Ties to China unearthed from Yoshinogari ruins

Wednesday, March 17, 1999   Japan Times

KANZAKI, Saga Pref. — Ever since their discovery was first announced in 1989, the Yoshinogari ruins, widely recognized in Japan as one of the oldest-known communities surrounded by moats, have been providing visitors information about ancient Japanese society.

“I think we can say from the findings so far that whoever reigned here had enormous power and attracted people and commodities,” said Tadaaki Shichida, 47, a Saga Prefectural Board of Education official and chief researcher of the ruins. “Some may even have come here to be protected from enemies.”

Yoshinogari is considered one of the ministates that prospered during the Yayoi Period (B.C. 250-250). It was discovered in 1986 when the area was being surveyed for a housing development.

Archaeological digs uncovered numerous holes from pillars of pit dwellings as well as what are believed to be watchtowers, ritual and storage sites, plus moats surrounding the village and burial mounds.

About 2,500 burial pots of different sizes were also found, including 400 with human bones and some with jewelry, pieces of silk or hemp cloth and arrows, Shichida said.

The Yayoi Period is generally considered to be the time when ancient Japanese took up rice farming, brought over from the Korean Peninsula. Findings from the Yoshinogari site indicate that a class society already existed at that time, he added.

Yoshinogari was designated by the government as nationally protected historical remains in 1990 and special remains the following year.

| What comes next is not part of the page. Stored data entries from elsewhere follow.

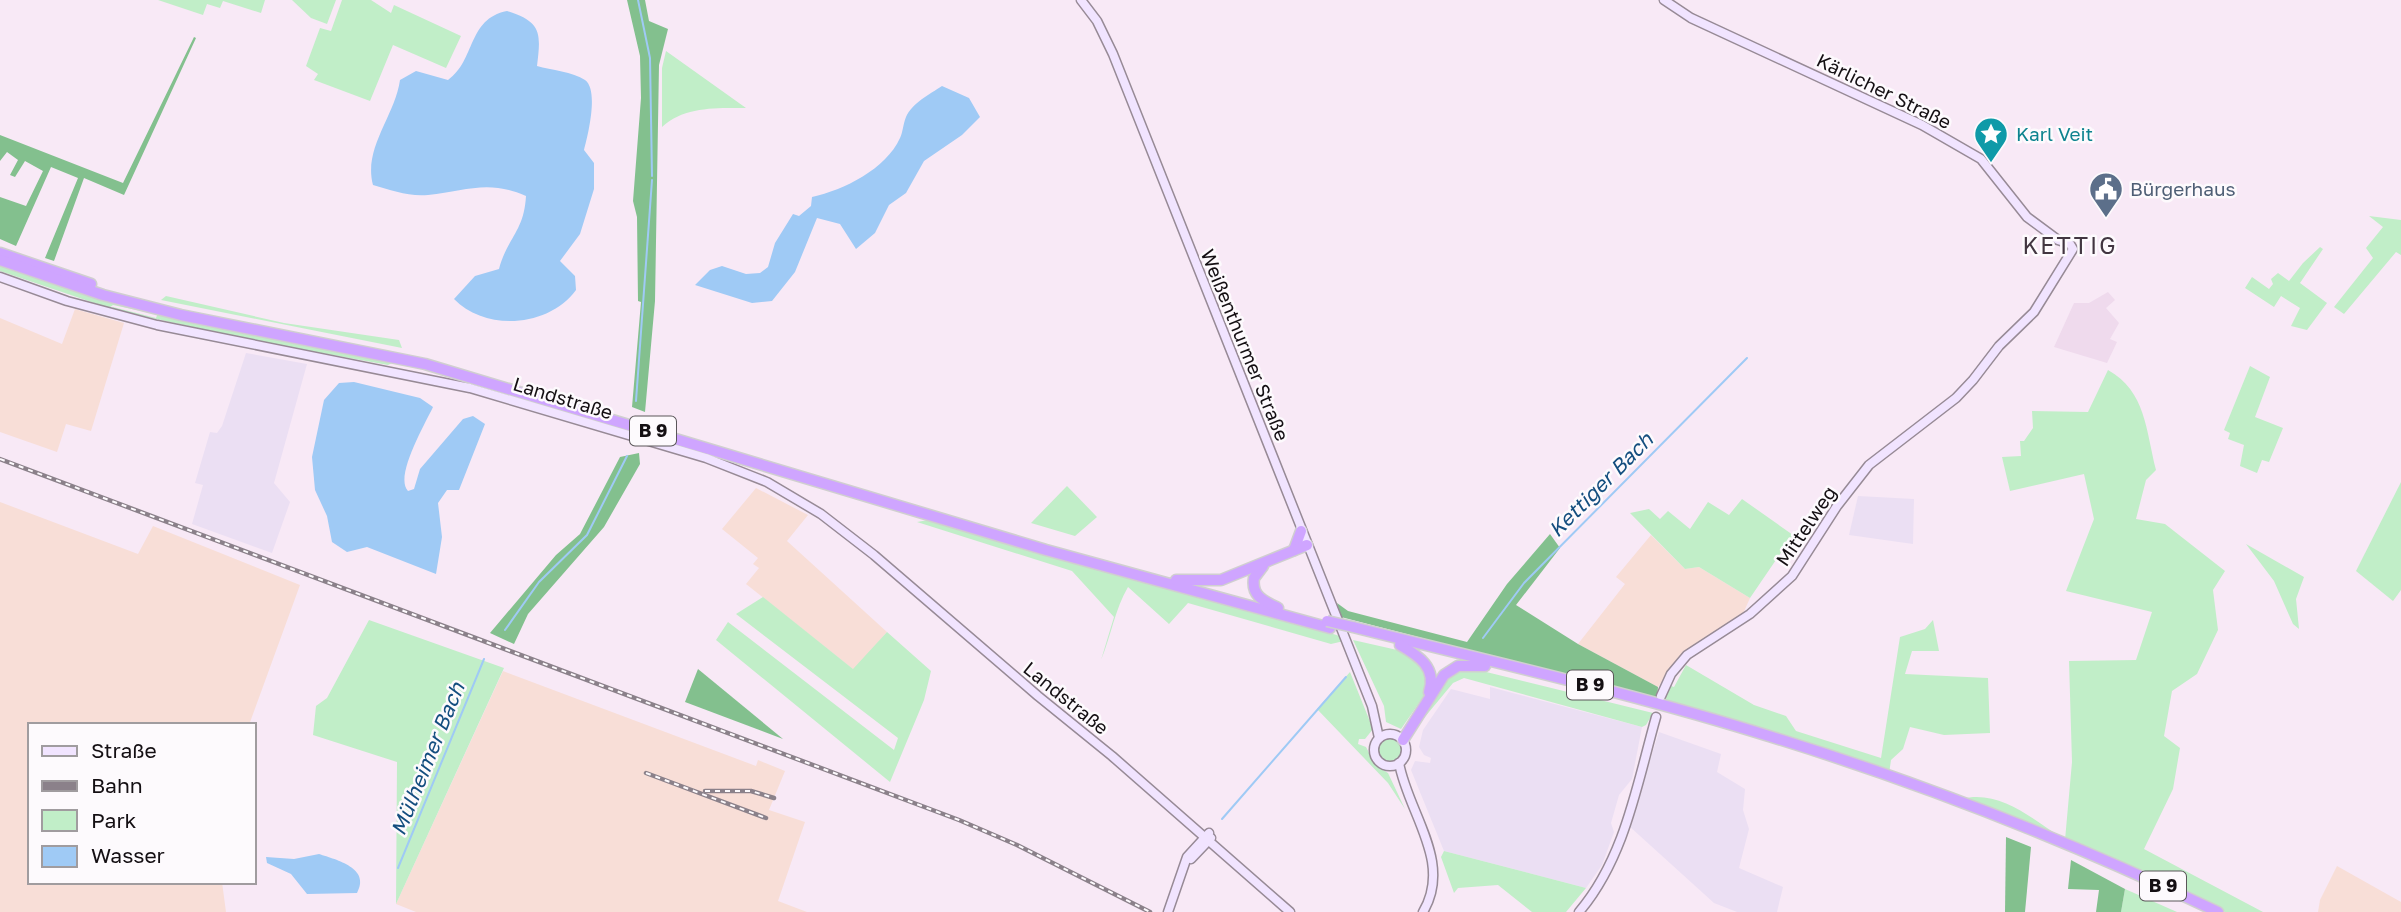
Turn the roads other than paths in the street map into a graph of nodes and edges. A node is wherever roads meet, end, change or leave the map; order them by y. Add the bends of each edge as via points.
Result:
1 (1081, 0) edge
2 (1664, 0) edge
3 (0, 253) edge
4 (0, 260) edge
5 (0, 277) edge
6 (1979, 373) joint
7 (1301, 531) junction
8 (1308, 547) junction
9 (1294, 550) junction
10 (1176, 580) junction
11 (1278, 608) junction
12 (1328, 624) junction
13 (1354, 631) junction
14 (1400, 646) junction
15 (1485, 666) junction
16 (1661, 696) dead end
17 (1373, 706) junction
18 (1656, 717) dead end
19 (1396, 736) junction
20 (1379, 738) junction
21 (1770, 739) junction
22 (1112, 755) junction
23 (1395, 764) junction
24 (1188, 821) junction
25 (1209, 836) junction
26 (1195, 845) junction
27 (2105, 864) junction
28 (1184, 866) junction
29 (1168, 912) edge
30 (1290, 912) edge
31 (1297, 912) edge
32 (1423, 912) edge
33 (1579, 912) edge
34 (2204, 912) edge
35 (2218, 912) edge

1 - 7 street, Weißenthurmer Straße via 1113,54
2 - 6 street, Kärlicher Straße via 1691,18 1922,125 1981,159 2026,217 2072,246 2034,312
3 - 10 highway, B 9 via 169,306 486,374
4 - 12 highway, B 9 via 143,306 449,371 1059,554
5 - 22 street, Landstraße via 157,326 483,391 752,476 841,529
6 - 16 street, Mittelweg via 1956,398 1869,465 1793,576 1751,614 1687,655 1668,678
7 - 8 street, Weißenthurmer Straße
7 - 9 highway
8 - 9 highway, B 9
8 - 11 highway, B 9 via 1255,574 1255,593
8 - 17 street, Weißenthurmer Straße
9 - 10 highway, B 9 via 1221,580
10 - 11 highway, B 9
11 - 12 highway, B 9
12 - 13 highway, B 9, bridge
13 - 14 highway, B 9
13 - 21 highway, B 9 via 1570,680
14 - 15 highway, B 9
14 - 19 highway via 1423,660 1431,680 1425,699
15 - 19 highway via 1458,666 1444,675
15 - 21 highway, B 9
17 - 19 street, Weißenthurmer Straße
17 - 20 street, Weißenthurmer Straße
18 - 33 street via 1614,857
19 - 20 street
19 - 23 street via 1406,752
20 - 23 street via 1375,756 1381,763
21 - 27 highway, B 9
22 - 24 street
22 - 25 street
23 - 32 street via 1434,864 1433,887
24 - 25 street
24 - 26 street
25 - 26 street
25 - 28 street
25 - 30 street
25 - 31 street
26 - 28 street
27 - 34 highway, B 9
27 - 35 highway, B 9
28 - 29 street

With exhibitions of the findings and replicas of pit dwellings, watchtowers and storage areas with raised floors, the site attracts more than 900,000 visitors annually. “There is so much to this place. It really has historical interest. I wish I could spend more time here,” said Reiko Hishikawa, 52, who came from Nagoya as part of a three-day trip with her colleagues from work.

One of Yoshinogari’s charms is its resemblance to Queen Himiko’s legendary state of Yamatai that dominated Japan in the late second and early third centuries, as described in “Account of Wa People,” a sixth-century Chinese chronicle.

Whether the Yoshinogari ruins were the state described in the book has sparked controversy among experts and the media, and has made the site even more attractive to history buffs. Shichida admits many Yoshinogari findings have their origins in China and Korea.

The circular settlements surrounded by moats at Yoshinogari are similar in structure to ancient Chinese castle walls, he said. Such structures with moats during this era are found at only 12 sites in Japan, and nine are from ancient ruins in Saga Prefecture including Yoshinogari.

“This could be one indication that the area was closer to Chinese culture than anywhere else in this country,” he said. Some findings from Yoshinogari also indicate the connections between this state and other parts of Japan.

Last year, a type of bronze bell found in other parts of Japan was found in Kyushu for the first time at Yoshinogari. Other findings include moats that date back to a century before the beginning of the Yayoi Period.

While the excavation continues, Yoshinogari is currently preparing to become a national historical park. Along with the replicas and exhibition areas, Yoshinogari Historical Park — scheduled to open in 2001 — will feature some restored excavation sites for visitors to appreciate.

Visitors will also be able to experience Yayoi lifestyles at the park. “It’s nothing fancy, but I hope that the historical park will be a place for visitors to really feel the atmosphere of the Yayoi Period,” Shichida said.

Excavations will continue even after the site is designated as a park. “We don’t know how long the dig will last, but we will keep on doing it.”

Historians and archaeologists from China and Korea occasionally visit the ruins, giving Shichida and his colleagues the opportunity to exchange information and opinions. Shichida also visits these countries to research the relationship between Yoshinogari and the two cultures. “Archaeology is the history of people’s communication,” Shichida said.